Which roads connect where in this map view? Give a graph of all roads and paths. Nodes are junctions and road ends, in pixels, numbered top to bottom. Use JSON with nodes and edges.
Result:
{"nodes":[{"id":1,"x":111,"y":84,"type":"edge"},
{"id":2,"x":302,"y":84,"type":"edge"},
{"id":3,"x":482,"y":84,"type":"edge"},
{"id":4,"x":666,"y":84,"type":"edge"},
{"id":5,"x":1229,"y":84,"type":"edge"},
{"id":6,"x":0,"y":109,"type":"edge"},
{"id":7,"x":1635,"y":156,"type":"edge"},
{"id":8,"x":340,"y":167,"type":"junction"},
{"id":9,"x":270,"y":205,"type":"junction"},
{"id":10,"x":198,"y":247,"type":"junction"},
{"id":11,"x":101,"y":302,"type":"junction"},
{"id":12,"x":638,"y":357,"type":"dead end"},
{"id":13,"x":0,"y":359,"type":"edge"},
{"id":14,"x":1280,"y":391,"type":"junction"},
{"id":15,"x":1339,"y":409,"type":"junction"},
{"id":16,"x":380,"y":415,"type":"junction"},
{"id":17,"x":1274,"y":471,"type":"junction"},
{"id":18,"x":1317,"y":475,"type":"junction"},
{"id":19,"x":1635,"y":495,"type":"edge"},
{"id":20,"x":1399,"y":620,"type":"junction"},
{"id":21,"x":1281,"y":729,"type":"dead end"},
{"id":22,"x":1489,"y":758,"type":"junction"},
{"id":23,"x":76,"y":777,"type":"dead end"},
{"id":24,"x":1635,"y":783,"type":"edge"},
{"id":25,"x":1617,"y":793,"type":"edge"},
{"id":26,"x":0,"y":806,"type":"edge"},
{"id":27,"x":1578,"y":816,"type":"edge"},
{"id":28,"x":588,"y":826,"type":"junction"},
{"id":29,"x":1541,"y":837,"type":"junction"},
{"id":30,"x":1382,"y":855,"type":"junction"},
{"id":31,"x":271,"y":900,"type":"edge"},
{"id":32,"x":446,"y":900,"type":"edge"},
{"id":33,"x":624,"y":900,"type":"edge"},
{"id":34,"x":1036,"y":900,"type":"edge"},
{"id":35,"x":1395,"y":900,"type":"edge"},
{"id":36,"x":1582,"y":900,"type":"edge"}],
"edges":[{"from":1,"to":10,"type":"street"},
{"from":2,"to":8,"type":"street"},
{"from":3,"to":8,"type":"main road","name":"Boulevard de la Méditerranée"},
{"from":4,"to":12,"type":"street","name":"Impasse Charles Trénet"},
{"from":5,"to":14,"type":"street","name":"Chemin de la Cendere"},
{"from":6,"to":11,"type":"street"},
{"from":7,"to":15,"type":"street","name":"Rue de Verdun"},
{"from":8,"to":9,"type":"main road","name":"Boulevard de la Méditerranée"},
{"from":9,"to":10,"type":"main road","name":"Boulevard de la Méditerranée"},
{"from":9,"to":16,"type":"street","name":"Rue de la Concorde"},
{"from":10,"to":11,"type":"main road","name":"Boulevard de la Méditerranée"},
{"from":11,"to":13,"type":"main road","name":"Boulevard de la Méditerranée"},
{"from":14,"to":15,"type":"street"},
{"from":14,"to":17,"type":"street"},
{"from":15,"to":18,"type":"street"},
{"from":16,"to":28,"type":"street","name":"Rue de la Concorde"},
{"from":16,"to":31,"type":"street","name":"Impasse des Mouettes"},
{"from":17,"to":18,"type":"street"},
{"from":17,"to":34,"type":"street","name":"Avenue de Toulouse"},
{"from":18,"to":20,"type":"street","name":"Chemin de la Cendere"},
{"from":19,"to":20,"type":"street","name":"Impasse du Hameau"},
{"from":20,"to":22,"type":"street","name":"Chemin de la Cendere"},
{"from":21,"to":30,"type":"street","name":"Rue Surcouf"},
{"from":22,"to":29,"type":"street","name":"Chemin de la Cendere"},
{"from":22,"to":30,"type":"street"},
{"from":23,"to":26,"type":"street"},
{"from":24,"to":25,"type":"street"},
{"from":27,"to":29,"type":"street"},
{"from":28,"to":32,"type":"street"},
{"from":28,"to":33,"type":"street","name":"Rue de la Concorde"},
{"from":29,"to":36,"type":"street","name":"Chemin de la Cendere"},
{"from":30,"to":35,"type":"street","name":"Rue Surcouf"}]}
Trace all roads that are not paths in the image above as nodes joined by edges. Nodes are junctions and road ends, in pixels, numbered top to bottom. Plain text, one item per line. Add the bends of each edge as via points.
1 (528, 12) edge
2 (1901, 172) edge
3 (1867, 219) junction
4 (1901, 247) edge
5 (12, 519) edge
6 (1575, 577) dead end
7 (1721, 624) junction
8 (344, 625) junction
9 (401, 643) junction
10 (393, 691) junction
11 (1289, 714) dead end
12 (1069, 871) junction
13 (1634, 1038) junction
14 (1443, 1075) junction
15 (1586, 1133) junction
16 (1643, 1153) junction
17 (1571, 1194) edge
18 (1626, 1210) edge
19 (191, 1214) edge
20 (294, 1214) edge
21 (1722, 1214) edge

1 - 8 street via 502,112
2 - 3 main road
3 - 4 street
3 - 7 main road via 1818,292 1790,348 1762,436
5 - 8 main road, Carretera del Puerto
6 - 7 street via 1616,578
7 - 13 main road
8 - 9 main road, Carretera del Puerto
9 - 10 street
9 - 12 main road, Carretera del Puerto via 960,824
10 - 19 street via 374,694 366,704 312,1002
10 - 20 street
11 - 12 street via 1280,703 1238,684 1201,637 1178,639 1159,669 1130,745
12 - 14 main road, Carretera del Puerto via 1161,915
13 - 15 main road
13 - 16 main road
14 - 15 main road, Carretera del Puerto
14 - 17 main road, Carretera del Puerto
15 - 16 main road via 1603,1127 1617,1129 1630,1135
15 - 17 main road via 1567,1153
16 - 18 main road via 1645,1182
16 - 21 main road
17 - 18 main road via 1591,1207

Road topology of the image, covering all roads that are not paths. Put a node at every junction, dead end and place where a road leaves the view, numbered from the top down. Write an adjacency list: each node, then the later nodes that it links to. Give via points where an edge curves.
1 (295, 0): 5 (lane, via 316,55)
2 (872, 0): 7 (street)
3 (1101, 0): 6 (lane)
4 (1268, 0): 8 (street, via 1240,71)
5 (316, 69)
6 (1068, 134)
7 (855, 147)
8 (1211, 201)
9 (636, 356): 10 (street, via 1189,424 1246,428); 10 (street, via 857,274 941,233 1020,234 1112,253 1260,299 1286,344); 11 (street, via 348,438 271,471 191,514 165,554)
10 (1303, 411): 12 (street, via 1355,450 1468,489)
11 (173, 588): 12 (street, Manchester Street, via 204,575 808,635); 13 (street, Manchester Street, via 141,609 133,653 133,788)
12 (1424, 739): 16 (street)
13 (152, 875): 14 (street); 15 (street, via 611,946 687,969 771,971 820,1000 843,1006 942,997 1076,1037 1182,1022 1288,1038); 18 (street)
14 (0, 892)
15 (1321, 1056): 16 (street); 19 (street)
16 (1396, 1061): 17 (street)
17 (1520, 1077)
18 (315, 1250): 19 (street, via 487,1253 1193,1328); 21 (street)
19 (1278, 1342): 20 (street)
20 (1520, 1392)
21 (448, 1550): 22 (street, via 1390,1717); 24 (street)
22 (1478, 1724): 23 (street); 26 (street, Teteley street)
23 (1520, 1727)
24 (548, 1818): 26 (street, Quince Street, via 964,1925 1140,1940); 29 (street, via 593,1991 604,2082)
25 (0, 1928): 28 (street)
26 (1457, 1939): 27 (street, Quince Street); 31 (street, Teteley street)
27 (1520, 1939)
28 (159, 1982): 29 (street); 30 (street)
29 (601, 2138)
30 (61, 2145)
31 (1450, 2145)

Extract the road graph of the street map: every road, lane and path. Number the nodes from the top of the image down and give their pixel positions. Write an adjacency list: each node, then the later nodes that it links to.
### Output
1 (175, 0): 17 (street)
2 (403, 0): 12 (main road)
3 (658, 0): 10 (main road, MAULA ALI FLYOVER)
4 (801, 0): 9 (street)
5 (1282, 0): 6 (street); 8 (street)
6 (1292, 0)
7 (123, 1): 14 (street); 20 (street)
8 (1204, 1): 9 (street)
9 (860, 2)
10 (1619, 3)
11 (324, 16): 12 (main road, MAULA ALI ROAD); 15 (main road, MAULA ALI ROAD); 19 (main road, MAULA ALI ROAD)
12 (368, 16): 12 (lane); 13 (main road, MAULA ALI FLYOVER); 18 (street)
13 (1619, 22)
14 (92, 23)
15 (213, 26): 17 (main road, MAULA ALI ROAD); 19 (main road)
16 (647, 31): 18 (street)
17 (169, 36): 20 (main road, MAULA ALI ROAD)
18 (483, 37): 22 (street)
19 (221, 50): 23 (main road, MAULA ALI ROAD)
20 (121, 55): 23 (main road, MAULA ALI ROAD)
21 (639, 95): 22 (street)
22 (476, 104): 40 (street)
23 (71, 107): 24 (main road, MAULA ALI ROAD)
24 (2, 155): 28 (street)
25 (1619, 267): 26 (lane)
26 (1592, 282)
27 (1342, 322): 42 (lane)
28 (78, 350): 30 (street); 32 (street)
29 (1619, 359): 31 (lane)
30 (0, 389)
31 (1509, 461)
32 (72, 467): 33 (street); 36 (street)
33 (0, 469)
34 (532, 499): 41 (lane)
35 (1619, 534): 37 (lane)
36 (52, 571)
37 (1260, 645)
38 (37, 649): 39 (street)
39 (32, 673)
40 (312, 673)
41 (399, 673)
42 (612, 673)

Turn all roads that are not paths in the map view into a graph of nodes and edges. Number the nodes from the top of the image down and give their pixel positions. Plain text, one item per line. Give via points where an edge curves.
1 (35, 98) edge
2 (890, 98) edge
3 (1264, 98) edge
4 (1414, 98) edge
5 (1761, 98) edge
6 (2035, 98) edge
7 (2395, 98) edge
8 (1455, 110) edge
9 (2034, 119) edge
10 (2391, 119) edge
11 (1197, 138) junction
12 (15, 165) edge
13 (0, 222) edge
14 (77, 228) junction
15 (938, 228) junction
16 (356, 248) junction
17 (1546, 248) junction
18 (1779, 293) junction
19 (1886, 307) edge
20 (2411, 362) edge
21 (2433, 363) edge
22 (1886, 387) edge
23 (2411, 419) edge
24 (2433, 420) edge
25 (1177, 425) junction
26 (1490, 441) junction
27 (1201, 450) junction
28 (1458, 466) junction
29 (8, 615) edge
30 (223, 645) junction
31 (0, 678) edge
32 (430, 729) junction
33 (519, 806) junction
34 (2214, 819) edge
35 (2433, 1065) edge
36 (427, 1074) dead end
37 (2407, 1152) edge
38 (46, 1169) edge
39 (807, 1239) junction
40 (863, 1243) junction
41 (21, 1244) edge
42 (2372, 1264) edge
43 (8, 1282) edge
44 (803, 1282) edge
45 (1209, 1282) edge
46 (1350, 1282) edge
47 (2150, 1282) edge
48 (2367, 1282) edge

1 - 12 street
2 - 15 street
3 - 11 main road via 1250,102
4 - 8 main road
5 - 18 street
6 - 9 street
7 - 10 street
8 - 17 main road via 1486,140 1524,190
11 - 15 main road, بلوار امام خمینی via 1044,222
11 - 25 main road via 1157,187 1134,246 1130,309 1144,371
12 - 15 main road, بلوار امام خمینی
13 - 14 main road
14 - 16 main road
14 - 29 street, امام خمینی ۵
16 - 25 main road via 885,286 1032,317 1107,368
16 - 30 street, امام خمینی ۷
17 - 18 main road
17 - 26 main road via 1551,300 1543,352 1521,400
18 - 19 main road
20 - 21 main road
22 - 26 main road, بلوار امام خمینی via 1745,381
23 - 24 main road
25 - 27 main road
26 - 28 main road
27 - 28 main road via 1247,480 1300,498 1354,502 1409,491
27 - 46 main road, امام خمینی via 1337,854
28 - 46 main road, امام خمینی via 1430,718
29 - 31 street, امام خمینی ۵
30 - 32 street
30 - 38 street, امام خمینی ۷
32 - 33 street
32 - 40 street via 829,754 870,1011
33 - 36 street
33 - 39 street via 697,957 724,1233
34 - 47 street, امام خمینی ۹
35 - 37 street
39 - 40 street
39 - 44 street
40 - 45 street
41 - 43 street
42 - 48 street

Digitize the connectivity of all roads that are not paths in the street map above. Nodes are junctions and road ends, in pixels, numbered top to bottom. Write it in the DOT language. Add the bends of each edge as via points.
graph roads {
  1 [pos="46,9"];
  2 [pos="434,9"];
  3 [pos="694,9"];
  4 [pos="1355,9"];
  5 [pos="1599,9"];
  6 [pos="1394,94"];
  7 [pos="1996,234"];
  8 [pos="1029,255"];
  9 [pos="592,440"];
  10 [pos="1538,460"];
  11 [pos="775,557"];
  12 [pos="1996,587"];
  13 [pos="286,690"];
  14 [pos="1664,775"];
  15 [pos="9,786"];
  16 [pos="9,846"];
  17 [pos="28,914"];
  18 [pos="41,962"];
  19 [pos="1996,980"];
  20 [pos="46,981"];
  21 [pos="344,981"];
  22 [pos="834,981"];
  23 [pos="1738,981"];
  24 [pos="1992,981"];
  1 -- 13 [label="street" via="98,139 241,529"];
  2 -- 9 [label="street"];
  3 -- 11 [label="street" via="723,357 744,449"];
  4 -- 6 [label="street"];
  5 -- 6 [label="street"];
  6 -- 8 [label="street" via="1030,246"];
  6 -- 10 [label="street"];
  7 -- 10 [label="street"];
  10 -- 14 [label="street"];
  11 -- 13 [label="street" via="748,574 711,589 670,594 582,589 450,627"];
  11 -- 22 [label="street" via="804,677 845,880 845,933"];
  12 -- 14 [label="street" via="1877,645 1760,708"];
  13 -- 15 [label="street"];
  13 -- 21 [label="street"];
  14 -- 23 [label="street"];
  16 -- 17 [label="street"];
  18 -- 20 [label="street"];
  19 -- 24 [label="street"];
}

* _Your instructions_
Each line that holds the word "Concorde" should be extracted from the records.

* _Response box_
{"from":9,"to":16,"type":"street","name":"Rue de la Concorde"},
{"from":16,"to":28,"type":"street","name":"Rue de la Concorde"},
{"from":28,"to":33,"type":"street","name":"Rue de la Concorde"},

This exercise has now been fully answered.